## Input:
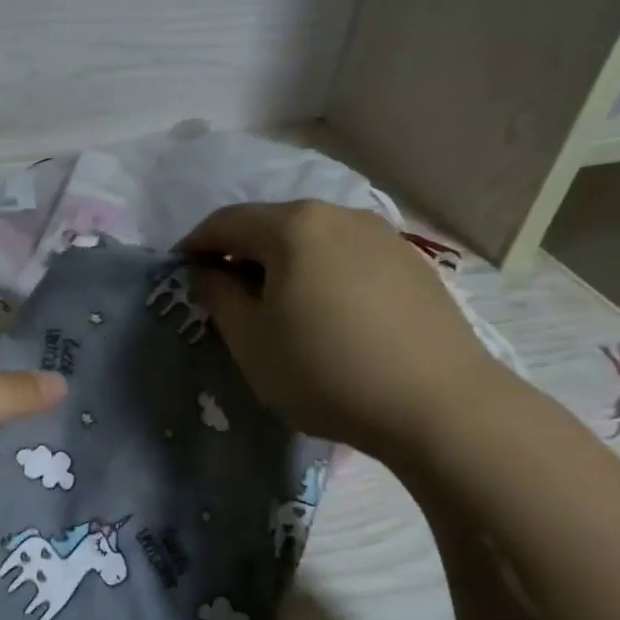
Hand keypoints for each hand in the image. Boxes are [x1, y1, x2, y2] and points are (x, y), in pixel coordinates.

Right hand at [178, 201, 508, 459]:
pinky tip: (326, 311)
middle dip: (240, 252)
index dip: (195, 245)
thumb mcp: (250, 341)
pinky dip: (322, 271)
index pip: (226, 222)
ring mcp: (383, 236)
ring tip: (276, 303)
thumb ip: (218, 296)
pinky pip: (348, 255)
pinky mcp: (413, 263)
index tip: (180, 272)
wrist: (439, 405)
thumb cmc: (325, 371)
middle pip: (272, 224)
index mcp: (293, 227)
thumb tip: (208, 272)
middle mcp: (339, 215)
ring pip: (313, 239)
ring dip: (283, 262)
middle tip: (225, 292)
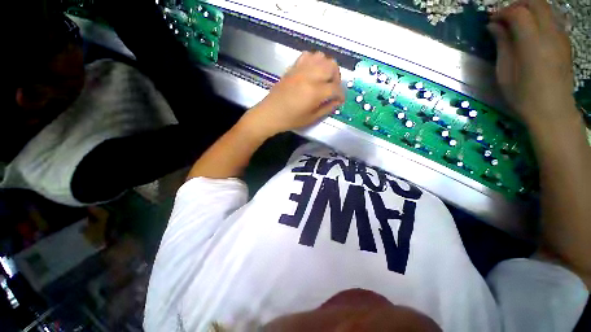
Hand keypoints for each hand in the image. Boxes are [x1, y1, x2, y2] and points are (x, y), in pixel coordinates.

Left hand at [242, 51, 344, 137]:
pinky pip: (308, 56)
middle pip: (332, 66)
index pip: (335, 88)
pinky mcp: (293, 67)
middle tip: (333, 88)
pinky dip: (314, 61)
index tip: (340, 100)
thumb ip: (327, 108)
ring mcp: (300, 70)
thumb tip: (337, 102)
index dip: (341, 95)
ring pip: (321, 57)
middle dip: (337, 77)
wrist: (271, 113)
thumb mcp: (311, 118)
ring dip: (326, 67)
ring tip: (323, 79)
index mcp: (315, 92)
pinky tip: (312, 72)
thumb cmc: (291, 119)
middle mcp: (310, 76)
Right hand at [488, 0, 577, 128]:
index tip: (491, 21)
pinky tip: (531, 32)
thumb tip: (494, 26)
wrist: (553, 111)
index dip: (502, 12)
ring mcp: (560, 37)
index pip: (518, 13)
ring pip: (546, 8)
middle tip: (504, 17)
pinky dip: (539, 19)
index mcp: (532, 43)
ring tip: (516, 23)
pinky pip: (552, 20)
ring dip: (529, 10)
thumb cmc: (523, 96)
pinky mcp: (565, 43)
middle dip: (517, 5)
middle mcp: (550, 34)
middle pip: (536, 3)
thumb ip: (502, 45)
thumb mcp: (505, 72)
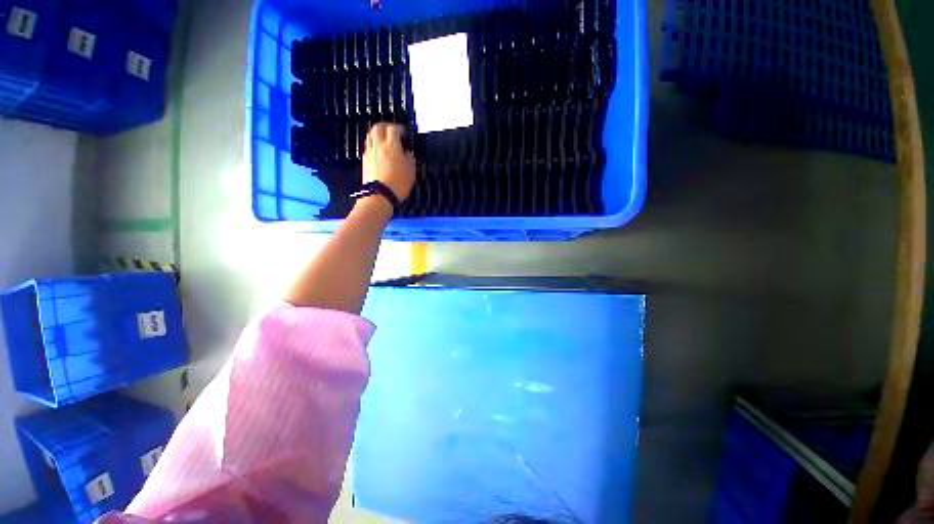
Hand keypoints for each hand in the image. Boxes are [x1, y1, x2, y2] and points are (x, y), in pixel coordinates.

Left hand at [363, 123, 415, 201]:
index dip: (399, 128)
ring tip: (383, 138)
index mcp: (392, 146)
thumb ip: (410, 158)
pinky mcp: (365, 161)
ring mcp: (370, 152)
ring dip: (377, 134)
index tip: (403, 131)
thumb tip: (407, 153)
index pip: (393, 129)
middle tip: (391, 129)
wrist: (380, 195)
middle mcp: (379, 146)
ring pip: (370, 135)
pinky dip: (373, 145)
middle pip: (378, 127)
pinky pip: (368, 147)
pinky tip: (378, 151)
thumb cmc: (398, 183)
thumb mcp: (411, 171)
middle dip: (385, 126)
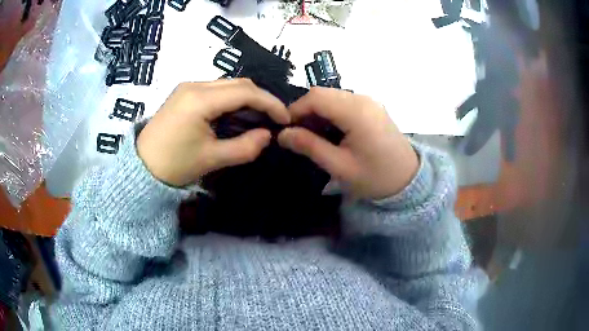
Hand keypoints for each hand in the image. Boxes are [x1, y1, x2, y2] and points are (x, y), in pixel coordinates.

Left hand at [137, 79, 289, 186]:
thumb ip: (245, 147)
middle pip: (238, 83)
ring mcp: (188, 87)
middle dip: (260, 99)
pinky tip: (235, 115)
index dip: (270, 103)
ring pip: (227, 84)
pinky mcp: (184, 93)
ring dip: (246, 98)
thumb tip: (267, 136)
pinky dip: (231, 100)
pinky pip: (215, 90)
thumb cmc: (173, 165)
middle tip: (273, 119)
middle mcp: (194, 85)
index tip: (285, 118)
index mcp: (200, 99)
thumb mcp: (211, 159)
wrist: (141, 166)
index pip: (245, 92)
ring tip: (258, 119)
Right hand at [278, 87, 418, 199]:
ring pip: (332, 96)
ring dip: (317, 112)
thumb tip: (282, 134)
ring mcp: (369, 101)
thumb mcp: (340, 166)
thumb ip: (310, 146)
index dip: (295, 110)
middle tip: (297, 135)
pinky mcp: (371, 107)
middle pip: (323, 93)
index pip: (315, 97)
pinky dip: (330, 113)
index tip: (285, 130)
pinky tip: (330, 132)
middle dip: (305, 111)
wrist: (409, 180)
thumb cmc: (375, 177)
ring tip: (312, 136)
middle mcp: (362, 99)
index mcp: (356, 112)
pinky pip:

## Task instructions:
Repeat every record exactly, but not the pictures.

## Answer to the exercise:
Hand keypoints for each hand in the image. Boxes are [x1, y1, x2, y2] and points are (x, y), in pixel coordinates.

Right hand at [178, 201, 508, 459]:
pinky tip: (326, 311)
middle dip: (240, 252)
index dip: (195, 245)
thumb mcp: (250, 341)
pinky dip: (322, 271)
index pip: (226, 222)
ring mcp: (383, 236)
ring tip: (276, 303)
thumb ip: (218, 296)
pinky pip: (348, 255)
pinky mcp: (413, 263)
index tip: (180, 272)
wrist: (439, 405)
thumb cmc: (325, 371)
middle pip: (272, 224)
index mcp: (293, 227)
thumb tip: (208, 272)
middle mcp: (339, 215)
ring pip: (313, 239)
ring dip: (283, 262)
middle tip: (225, 292)
Hand keypoints for each hand in the image. Boxes are [x1, y1, x2, y2] and points are (x, y), in pixel coordinates.

Left hand at [242, 51, 344, 137]:
pinky pip: (308, 56)
middle pip: (332, 66)
index pip: (335, 88)
pinky mcp: (293, 67)
middle tip: (333, 88)
pinky dip: (314, 61)
index tip: (340, 100)
thumb ip: (327, 108)
ring mcp: (300, 70)
thumb tip: (337, 102)
index dip: (341, 95)
ring pip: (321, 57)
middle dip: (337, 77)
wrist: (271, 113)
thumb mcp: (311, 118)
ring dip: (326, 67)
ring tip: (323, 79)
index mcp: (315, 92)
pinky tip: (312, 72)
thumb cmc: (291, 119)
middle mcp: (310, 76)
Right hand at [488, 0, 577, 128]:
index tip: (491, 21)
pinky tip: (531, 32)
thumb tip: (494, 26)
wrist: (553, 111)
index dip: (502, 12)
ring mcp: (560, 37)
index pip: (518, 13)
ring pip: (546, 8)
middle tip: (504, 17)
pinky dip: (539, 19)
index mcp: (532, 43)
ring tip: (516, 23)
pinky pip: (552, 20)
ring dip: (529, 10)
thumb cmc: (523, 96)
pinky mcp: (565, 43)
middle dip: (517, 5)
middle mcp: (550, 34)
middle pip: (536, 3)
thumb ip: (502, 45)
thumb mcp: (505, 72)
Hand keypoints for each hand in the image. Boxes are [x1, y1, x2, y2] and points are (x, y), in pixel coordinates.

Left hand at [363, 123, 415, 201]:
index dip: (399, 128)
ring tip: (383, 138)
index mcp: (392, 146)
thumb ip: (410, 158)
pinky mcp: (365, 161)
ring mcp: (370, 152)
ring dip: (377, 134)
index tip: (403, 131)
thumb tip: (407, 153)
index pip: (393, 129)
middle tip: (391, 129)
wrist: (380, 195)
middle mcp: (379, 146)
ring pip: (370, 135)
pinky dip: (373, 145)
middle pip: (378, 127)
pinky pip: (368, 147)
pinky tip: (378, 151)
thumb cmc: (398, 183)
thumb mcp: (411, 171)
middle dip: (385, 126)
Hand keypoints for each hand in the image. Boxes are [x1, y1, x2, y2] and points are (x, y), in pixel coordinates.

Left hand at [137, 79, 289, 186]:
thumb ip: (245, 147)
middle pip: (238, 83)
ring mcp: (188, 87)
middle dip: (260, 99)
pinky tip: (235, 115)
index dip: (270, 103)
ring pip: (227, 84)
pinky mcp: (184, 93)
ring dip: (246, 98)
thumb tip: (267, 136)
pinky dip: (231, 100)
pinky pip: (215, 90)
thumb cmc: (173, 165)
middle tip: (273, 119)
middle mcp: (194, 85)
index tip: (285, 118)
index mcp: (200, 99)
thumb mcp: (211, 159)
wrist: (141, 166)
index pip: (245, 92)
ring tip: (258, 119)
Right hand at [278, 87, 418, 199]:
ring pip: (332, 96)
ring dip: (317, 112)
thumb tip: (282, 134)
ring mcp: (369, 101)
thumb mcp: (340, 166)
thumb ip: (310, 146)
index dip: (295, 110)
middle tip: (297, 135)
pinky mcp: (371, 107)
middle pip: (323, 93)
index pip: (315, 97)
pinky dip: (330, 113)
index tip: (285, 130)
pinky tip: (330, 132)
middle dip: (305, 111)
wrist: (409, 180)
thumb cmc: (375, 177)
ring tip: (312, 136)
middle mcp: (362, 99)
index mcp: (356, 112)
pinky pip:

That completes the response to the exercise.